August 8, 2024

Calonkan Anggota TNI/Polri AKTIF di Pilkada, Partai Politik Khianati Perjuangan Reformasi

“Tahun ini, tepat 20 tahun reformasi. Dulu, partai-partai politik tegas ingin mengeluarkan TNI (Tentara Nasional Indonesia)/Polri (Polisi RI) dari kegiatan politik praktis, tapi sekarang justru partai malah membuka pintu lebar-lebar agar TNI/Polri aktid kembali berpartisipasi dalam kontestasi politik,” ujar Wahyudi Djafar, Peneliti Lembaga Studi dan Advokasi Masyarakat (Elsam), pada diskusi “TNI/Polri dalam Kontestasi Pilkada 2018: Pertahankan Supremasi Sipil, Jaga Netralitas TNI Polri” di kantor KontraS, Kwitang, Jakarta Pusat (9/1).

Ungkapan Wahyudi mengheningkan ruangan, kemudian mendorong para narasumber diskusi untuk bicara lebih berani.

Wahyudi tak menghalangi warga negara Indonesia berlatar belakang TNI/Pori untuk menjajal peruntungan di kontestasi Pilkada langsung. Namun, poinnya, tidak pada saat yang bersangkutan menjabat sebagai perwira aktif.

“Mereka selama 30 tahun sudah terlibat dalam politik. Jika belajar sejarah, saat TNI/Polri aktif berpolitik, pasukan-pasukan Kodam (Komandan Daerah Militer) Siliwangi dikerahkan untuk memenangkan partai IPKI (Ikatan Pendukung Kemerdekaan Indonesia) yang dianggap sebagai partainya tentara. Nah, kita gak mau di Pilkada ada pengerahan pasukan TNI untuk memenangkan kandidat-kandidat tertentu,” terang Wahyudi.

Dengan dicalonkannya anggota TNI aktif oleh partai politik, mencerminkan kegagalan partai dalam melanjutkan agenda reformasi di sektor keamanan. Partai seharusnya merampungkan aturan yang menyempurnakan profesionalitas TNI sebagai penjaga pertahanan dan kedaulatan wilayah RI dan Polri sebagai penjaga keamanan dalam negeri.

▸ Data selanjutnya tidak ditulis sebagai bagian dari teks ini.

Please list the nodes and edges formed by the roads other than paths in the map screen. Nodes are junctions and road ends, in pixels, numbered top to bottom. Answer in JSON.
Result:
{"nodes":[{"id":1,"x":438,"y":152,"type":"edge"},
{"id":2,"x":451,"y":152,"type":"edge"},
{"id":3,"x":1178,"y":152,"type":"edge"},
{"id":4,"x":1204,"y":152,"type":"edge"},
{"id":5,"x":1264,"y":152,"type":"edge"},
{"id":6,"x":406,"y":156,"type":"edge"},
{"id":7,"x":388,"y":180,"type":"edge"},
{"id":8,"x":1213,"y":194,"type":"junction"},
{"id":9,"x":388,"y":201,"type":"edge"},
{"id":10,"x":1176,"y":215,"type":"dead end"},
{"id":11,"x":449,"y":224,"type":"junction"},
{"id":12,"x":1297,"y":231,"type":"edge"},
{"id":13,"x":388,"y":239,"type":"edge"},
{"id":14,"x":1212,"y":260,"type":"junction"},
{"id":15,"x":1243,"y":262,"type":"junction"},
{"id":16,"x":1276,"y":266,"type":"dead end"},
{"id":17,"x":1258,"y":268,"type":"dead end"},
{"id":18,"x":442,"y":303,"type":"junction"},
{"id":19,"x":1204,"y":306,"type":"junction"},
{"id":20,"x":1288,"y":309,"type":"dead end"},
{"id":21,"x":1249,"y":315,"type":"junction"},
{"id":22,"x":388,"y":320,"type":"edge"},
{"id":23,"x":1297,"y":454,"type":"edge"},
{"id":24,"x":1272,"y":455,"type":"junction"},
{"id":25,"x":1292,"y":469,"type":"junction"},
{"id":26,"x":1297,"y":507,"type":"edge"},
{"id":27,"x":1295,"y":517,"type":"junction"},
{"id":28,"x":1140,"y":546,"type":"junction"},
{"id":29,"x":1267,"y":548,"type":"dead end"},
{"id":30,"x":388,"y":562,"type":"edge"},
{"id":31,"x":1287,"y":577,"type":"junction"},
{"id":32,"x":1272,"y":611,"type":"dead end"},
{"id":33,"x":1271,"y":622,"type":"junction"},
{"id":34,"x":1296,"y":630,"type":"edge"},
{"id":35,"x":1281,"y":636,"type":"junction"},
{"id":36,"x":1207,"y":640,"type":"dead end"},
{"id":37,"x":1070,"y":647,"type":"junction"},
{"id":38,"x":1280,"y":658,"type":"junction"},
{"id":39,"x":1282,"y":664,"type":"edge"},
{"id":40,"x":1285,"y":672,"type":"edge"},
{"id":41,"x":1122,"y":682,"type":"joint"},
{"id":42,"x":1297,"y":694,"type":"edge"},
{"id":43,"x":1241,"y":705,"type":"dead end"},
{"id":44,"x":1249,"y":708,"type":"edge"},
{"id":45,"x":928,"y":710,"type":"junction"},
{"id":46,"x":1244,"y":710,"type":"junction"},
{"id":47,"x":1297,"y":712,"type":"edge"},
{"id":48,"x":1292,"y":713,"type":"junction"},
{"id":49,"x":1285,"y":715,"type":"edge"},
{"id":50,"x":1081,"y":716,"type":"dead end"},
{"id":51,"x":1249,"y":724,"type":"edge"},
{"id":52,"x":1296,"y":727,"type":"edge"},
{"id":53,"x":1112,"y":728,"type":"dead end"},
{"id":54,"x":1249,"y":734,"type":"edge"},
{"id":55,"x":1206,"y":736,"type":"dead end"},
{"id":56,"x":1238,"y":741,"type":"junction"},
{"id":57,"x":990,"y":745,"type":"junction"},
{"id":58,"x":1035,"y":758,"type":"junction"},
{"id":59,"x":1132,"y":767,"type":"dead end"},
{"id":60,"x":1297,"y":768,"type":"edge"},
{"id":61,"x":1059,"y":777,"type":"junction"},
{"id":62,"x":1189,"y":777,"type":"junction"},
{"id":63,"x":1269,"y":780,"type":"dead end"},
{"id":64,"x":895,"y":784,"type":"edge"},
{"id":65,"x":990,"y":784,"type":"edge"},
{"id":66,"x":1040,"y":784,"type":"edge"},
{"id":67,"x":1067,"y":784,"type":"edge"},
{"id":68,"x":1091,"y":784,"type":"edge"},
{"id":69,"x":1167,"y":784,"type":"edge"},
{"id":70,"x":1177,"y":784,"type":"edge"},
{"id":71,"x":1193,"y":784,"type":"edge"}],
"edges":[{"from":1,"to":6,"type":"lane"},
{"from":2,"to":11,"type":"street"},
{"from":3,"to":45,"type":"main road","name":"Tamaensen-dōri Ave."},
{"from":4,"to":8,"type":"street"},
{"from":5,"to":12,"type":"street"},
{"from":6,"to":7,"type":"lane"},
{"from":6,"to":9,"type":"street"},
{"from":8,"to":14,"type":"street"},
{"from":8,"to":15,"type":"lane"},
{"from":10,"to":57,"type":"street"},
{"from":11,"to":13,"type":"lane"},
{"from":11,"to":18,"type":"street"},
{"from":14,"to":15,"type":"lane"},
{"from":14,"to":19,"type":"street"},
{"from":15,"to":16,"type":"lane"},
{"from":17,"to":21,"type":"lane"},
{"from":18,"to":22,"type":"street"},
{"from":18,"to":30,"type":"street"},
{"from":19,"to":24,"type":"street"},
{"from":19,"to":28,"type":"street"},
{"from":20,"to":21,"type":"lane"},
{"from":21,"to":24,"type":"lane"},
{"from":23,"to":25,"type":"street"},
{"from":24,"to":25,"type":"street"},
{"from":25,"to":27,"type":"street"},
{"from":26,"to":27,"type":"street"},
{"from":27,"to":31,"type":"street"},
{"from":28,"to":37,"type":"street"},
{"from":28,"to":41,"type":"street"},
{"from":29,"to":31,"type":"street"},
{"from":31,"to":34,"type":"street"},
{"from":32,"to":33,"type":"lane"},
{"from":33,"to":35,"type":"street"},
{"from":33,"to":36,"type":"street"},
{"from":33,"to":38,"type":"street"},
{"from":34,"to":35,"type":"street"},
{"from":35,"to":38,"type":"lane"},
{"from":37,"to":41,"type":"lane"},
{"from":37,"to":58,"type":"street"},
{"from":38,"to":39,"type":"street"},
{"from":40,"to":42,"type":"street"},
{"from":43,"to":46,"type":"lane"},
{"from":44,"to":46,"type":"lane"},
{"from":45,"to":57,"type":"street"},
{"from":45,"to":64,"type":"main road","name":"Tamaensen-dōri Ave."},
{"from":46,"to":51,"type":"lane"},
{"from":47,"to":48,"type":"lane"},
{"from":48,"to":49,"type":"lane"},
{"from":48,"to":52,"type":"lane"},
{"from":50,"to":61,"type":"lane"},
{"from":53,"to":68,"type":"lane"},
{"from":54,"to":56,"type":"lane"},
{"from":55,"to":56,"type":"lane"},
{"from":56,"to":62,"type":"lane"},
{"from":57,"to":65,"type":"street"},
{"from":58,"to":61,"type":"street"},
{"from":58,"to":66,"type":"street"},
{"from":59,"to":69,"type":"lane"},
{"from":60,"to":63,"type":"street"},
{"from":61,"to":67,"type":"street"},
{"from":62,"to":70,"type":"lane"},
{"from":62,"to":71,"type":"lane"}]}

“Ini seperti membuka keran kembali politik militer di dalam kekuasaan yang dulu ditentang dalam semangat reformasi. Mereka (partai politik) gagal melanjutkan reformasi di sektor keamanan,” tegas Wahyudi.

Lanjutnya, partai tak cermat melihat celah penegakan hukum. Belum ada peraturan yang jelas dalam menindak anggota TNI/Polri yang melakukan pelanggaran selama pemilu atau pilkada. Misalnya, mobilisasi massa untuk memilih kandidat tertentu.

“Pemilu kan punya penegakan hukum sendiri, sementara militer tunduk pada Pengadilan Militer. Kalau ada mobilisasi TNI/Polri, mereka akan ditindak dengan hukum yang mana? Kalau Pengadilan Militer gak ada tentang penegakan hukum pemilu karena militer gak terlibat di dalam politik praktis,” tutup Wahyudi.